- TASK REQUIREMENTS: Search the entries below for the word "Vành", then copy each line in which it is found.

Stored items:
------------------------------------------------------------

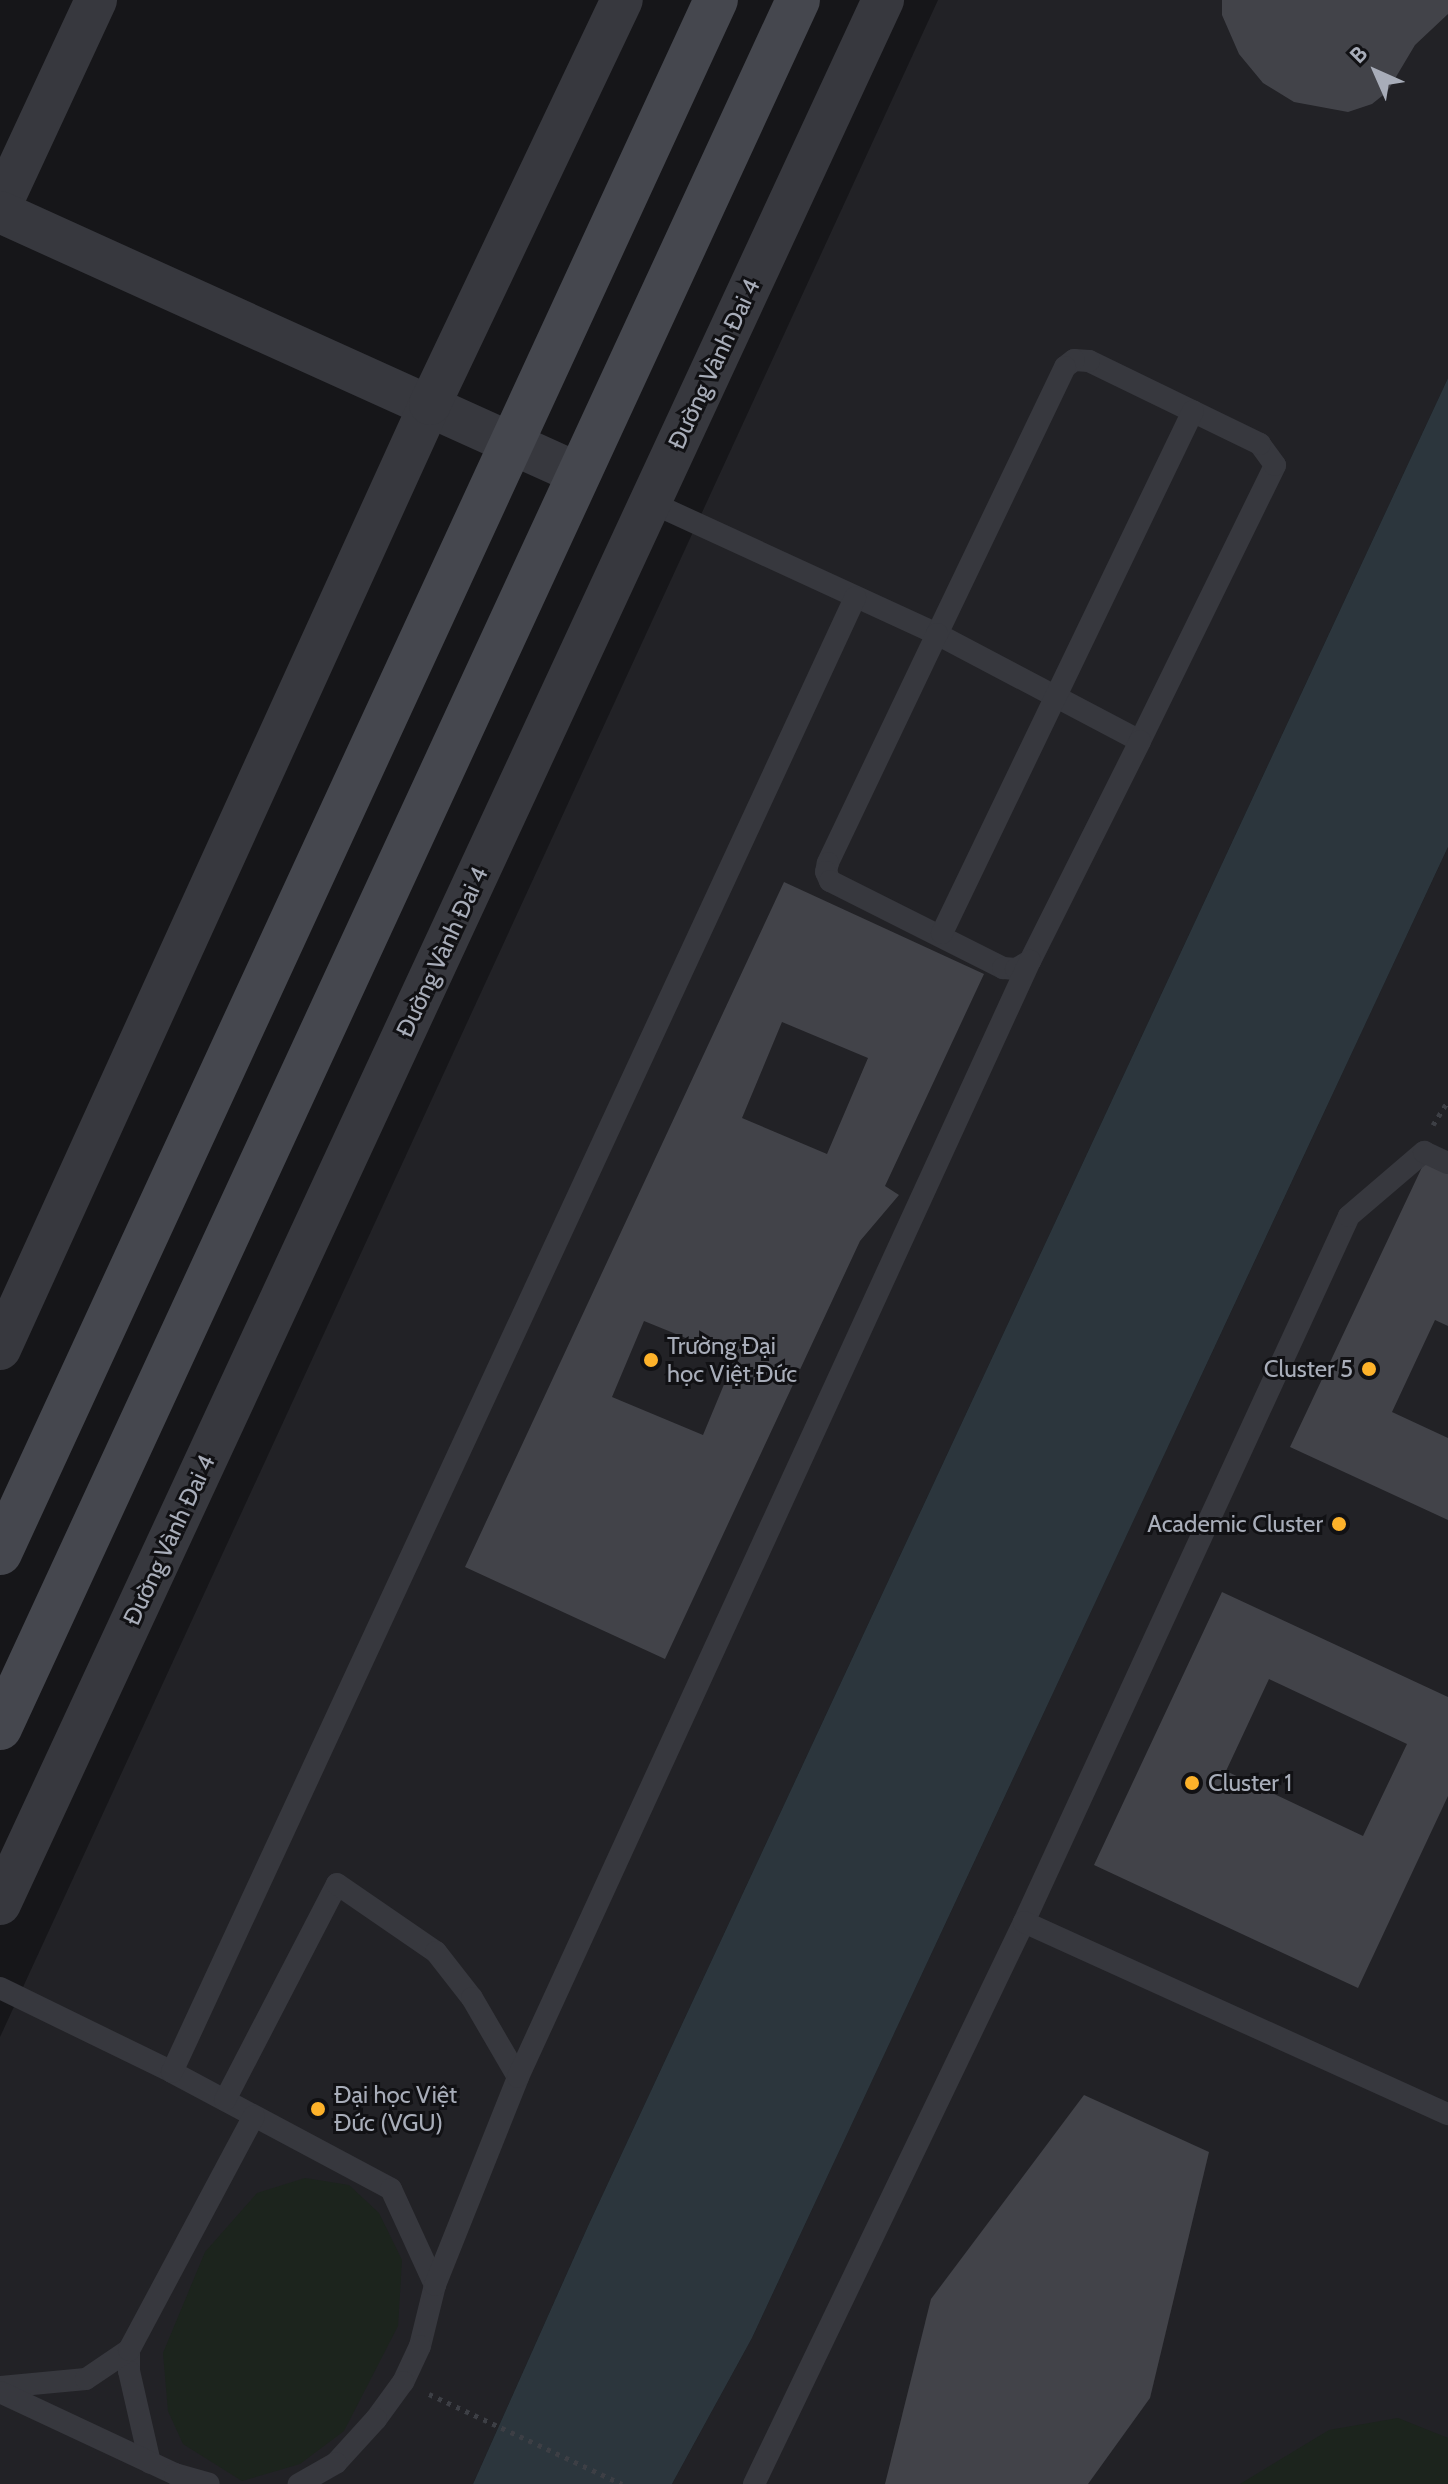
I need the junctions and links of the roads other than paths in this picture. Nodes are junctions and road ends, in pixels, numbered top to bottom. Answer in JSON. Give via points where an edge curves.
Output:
{"nodes":[{"id":1,"x":96,"y":0,"type":"edge"},
{"id":2,"x":622,"y":0,"type":"edge"},
{"id":3,"x":716,"y":0,"type":"edge"},
{"id":4,"x":798,"y":0,"type":"edge"},
{"id":5,"x":883,"y":0,"type":"edge"},
{"id":6,"x":0,"y":210,"type":"edge"},
{"id":7,"x":430,"y":404,"type":"junction"},
{"id":8,"x":1193,"y":411,"type":"junction"},
{"id":9,"x":513,"y":440,"type":"junction"},
{"id":10,"x":579,"y":474,"type":"junction"},
{"id":11,"x":650,"y":502,"type":"junction"},
{"id":12,"x":855,"y":598,"type":"junction"},
{"id":13,"x":937,"y":634,"type":"junction"},
{"id":14,"x":1059,"y":698,"type":"junction"},
{"id":15,"x":1140,"y":741,"type":"junction"},
{"id":16,"x":942,"y":933,"type":"junction"},
{"id":17,"x":1030,"y":961,"type":"junction"},
{"id":18,"x":1448,"y":1163,"type":"edge"},
{"id":19,"x":0,"y":1349,"type":"edge"},
{"id":20,"x":0,"y":1553,"type":"edge"},
{"id":21,"x":0,"y":1728,"type":"edge"},
{"id":22,"x":0,"y":1904,"type":"edge"},
{"id":23,"x":1024,"y":1922,"type":"junction"},
{"id":24,"x":0,"y":1988,"type":"edge"},
{"id":25,"x":172,"y":2072,"type":"junction"},
{"id":26,"x":518,"y":2077,"type":"junction"},
{"id":27,"x":225,"y":2100,"type":"junction"},
{"id":28,"x":1448,"y":2114,"type":"edge"},
{"id":29,"x":254,"y":2116,"type":"junction"},
{"id":30,"x":435,"y":2285,"type":"junction"},
{"id":31,"x":129,"y":2350,"type":"junction"},
{"id":32,"x":0,"y":2390,"type":"edge"},
{"id":33,"x":150,"y":2463,"type":"junction"},
{"id":34,"x":209,"y":2484,"type":"edge"},
{"id":35,"x":299,"y":2484,"type":"edge"},
{"id":36,"x":754,"y":2484,"type":"edge"}],
"edges":[{"from":1,"to":6,"type":"street"},
{"from":2,"to":7,"type":"street"},
{"from":3,"to":9,"type":"main road"},
{"from":4,"to":10,"type":"main road"},
{"from":5,"to":11,"type":"street","name":"Đường Vành Đai 4"},
{"from":6,"to":7,"type":"street"},
{"from":7,"to":9,"type":"street"},
{"from":7,"to":19,"type":"street"},
{"from":8,"to":13,"type":"lane","via":[[1089,361],[1074,360],[1065,367]]},
{"from":8,"to":14,"type":"lane"},
{"from":8,"to":15,"type":"lane","via":[[1260,444],[1275,465]]},
{"from":9,"to":10,"type":"street"},
{"from":9,"to":20,"type":"main road"},
{"from":10,"to":21,"type":"main road"},
{"from":11,"to":12,"type":"lane"},
{"from":11,"to":22,"type":"street","name":"Đường Vành Đai 4"},
{"from":12,"to":13,"type":"lane"},
{"from":12,"to":25,"type":"lane"},
{"from":13,"to":14,"type":"lane"},
{"from":13,"to":16,"type":"lane","via":[[826,872],[830,881]]},
{"from":14,"to":15,"type":"lane"},
{"from":14,"to":16,"type":"lane"},
{"from":15,"to":17,"type":"lane"},
{"from":16,"to":17,"type":"lane","via":[[1003,968]]},
{"from":17,"to":26,"type":"lane"},
{"from":18,"to":23,"type":"lane","via":[[1424,1152],[1349,1216]]},
{"from":23,"to":28,"type":"lane"},
{"from":23,"to":36,"type":"lane"},
{"from":24,"to":25,"type":"lane"},
{"from":25,"to":27,"type":"lane"},
{"from":26,"to":27,"type":"lane","via":[[472,1998],[436,1952],[337,1884]]},
{"from":26,"to":30,"type":"lane"},
{"from":27,"to":29,"type":"lane"},
{"from":29,"to":30,"type":"lane","via":[[391,2189]]},
{"from":29,"to":31,"type":"lane"},
{"from":30,"to":35,"type":"lane","via":[[420,2346],[403,2382],[336,2463]]},
{"from":31,"to":32,"type":"lane","via":[[86,2379]]},
{"from":31,"to":33,"type":"lane"},
{"from":32,"to":33,"type":"lane"},
{"from":33,"to":34,"type":"lane"}]}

------------------------------------------------------------

- RESPONSE TO THE TASK:
{"from":5,"to":11,"type":"street","name":"Đường Vành Đai 4"},
{"from":11,"to":22,"type":"street","name":"Đường Vành Đai 4"},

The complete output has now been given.